> _Task to carry out_
Give back exactly the lines from the one that includes "Road topology of" to the last line below, both included, and no further lines.

> _Dataset entries_
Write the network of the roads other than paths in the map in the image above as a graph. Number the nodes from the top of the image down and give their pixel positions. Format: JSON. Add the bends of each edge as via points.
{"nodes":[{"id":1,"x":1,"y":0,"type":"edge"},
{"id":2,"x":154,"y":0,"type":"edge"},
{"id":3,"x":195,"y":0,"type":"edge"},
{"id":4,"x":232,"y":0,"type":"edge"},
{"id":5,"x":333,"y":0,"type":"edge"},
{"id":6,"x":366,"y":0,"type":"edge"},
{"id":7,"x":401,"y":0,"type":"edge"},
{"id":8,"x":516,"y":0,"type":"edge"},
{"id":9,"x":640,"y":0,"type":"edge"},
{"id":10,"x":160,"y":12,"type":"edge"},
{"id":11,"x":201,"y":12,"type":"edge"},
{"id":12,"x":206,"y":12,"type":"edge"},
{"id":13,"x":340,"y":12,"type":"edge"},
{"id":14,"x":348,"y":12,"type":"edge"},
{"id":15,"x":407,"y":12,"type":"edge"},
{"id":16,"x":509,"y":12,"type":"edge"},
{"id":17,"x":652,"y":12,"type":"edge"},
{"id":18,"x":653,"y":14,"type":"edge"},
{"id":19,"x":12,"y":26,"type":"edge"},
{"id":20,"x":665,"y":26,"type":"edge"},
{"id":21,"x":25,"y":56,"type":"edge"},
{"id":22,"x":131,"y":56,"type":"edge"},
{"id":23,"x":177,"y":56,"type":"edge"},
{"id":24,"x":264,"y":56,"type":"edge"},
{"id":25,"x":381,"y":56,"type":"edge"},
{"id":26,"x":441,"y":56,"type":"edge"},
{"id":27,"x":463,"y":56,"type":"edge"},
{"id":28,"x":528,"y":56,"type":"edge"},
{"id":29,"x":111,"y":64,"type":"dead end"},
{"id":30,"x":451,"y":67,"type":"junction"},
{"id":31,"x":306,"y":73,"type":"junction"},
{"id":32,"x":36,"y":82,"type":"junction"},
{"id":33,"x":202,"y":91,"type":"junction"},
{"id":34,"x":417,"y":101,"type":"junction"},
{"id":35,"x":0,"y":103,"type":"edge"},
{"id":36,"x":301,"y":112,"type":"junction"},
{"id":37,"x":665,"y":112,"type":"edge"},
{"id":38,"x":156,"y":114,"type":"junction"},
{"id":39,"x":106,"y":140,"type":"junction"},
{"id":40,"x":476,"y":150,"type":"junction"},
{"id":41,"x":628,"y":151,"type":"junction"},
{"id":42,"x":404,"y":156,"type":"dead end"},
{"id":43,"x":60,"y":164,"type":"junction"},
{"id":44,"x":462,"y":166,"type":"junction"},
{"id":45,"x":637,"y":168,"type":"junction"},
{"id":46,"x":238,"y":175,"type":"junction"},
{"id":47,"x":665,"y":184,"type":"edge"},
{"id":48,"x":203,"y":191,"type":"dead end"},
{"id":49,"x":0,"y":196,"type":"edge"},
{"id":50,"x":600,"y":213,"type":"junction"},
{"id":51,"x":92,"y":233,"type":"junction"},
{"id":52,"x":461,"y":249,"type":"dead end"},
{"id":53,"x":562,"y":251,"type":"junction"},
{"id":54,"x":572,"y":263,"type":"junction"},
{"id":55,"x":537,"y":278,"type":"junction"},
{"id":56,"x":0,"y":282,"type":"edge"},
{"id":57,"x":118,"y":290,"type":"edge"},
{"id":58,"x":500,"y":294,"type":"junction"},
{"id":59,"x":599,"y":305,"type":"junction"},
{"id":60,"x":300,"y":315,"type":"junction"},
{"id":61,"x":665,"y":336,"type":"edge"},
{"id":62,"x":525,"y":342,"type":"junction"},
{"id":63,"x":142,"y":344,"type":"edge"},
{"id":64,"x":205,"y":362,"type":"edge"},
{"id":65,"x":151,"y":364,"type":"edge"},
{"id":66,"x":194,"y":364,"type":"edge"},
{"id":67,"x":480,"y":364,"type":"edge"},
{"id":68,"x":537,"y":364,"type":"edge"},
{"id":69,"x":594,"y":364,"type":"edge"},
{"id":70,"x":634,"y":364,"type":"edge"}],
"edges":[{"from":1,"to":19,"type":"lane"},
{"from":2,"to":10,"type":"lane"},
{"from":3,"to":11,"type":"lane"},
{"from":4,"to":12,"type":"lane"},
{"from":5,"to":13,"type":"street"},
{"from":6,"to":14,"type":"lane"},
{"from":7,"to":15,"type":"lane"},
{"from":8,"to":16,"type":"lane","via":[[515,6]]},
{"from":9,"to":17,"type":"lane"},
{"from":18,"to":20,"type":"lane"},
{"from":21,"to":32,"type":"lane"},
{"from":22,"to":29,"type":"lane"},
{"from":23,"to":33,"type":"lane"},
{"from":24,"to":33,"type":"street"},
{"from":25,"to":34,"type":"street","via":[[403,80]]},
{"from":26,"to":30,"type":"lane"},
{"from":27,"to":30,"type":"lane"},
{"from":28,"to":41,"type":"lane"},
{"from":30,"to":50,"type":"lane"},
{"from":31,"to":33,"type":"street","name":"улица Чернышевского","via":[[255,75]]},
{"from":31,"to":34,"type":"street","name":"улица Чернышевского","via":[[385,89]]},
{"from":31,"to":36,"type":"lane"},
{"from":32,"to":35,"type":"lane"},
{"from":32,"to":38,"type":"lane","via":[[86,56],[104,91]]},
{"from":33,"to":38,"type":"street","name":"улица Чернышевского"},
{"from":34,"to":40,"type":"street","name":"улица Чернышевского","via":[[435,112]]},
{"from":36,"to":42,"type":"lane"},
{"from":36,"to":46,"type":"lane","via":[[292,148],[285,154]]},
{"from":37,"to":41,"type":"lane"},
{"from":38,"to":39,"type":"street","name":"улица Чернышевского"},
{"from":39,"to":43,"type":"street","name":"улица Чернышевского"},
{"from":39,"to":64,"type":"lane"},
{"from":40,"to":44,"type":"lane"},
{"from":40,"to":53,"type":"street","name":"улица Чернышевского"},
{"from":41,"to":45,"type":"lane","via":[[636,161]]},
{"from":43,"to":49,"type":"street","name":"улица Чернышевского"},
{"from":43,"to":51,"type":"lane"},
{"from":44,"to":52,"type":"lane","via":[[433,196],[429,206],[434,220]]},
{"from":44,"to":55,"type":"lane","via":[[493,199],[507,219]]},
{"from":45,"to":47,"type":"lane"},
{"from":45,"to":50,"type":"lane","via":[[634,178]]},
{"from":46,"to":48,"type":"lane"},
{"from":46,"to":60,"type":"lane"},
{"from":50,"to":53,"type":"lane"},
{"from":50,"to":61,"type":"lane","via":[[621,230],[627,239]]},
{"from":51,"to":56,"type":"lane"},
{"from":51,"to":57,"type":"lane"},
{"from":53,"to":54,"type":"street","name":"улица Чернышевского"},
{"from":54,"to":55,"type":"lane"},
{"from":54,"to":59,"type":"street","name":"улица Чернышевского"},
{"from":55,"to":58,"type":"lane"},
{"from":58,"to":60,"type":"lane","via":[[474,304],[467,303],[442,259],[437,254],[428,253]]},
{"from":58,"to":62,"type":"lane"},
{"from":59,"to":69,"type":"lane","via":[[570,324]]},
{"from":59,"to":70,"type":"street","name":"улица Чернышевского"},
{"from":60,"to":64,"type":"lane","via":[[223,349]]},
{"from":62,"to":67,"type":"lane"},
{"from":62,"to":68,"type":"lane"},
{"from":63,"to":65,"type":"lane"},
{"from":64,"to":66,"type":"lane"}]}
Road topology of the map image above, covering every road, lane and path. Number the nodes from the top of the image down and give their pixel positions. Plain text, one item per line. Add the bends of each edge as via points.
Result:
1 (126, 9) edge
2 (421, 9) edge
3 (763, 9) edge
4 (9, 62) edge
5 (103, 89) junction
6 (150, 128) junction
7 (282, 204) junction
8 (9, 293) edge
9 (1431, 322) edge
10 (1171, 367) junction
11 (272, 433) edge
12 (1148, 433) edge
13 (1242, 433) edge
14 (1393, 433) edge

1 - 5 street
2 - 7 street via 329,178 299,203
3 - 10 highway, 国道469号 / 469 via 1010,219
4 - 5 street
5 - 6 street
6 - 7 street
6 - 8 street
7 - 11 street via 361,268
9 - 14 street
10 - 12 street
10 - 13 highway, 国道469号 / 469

> _Task response_
Road topology of the map image above, covering every road, lane and path. Number the nodes from the top of the image down and give their pixel positions. Plain text, one item per line. Add the bends of each edge as via points.
Result:
1 (126, 9) edge
2 (421, 9) edge
3 (763, 9) edge
4 (9, 62) edge
5 (103, 89) junction
6 (150, 128) junction
7 (282, 204) junction
8 (9, 293) edge
9 (1431, 322) edge
10 (1171, 367) junction
11 (272, 433) edge
12 (1148, 433) edge
13 (1242, 433) edge
14 (1393, 433) edge

1 - 5 street
2 - 7 street via 329,178 299,203
3 - 10 highway, 国道469号 / 469 via 1010,219
4 - 5 street
5 - 6 street
6 - 7 street
6 - 8 street
7 - 11 street via 361,268
9 - 14 street
10 - 12 street
10 - 13 highway, 国道469号 / 469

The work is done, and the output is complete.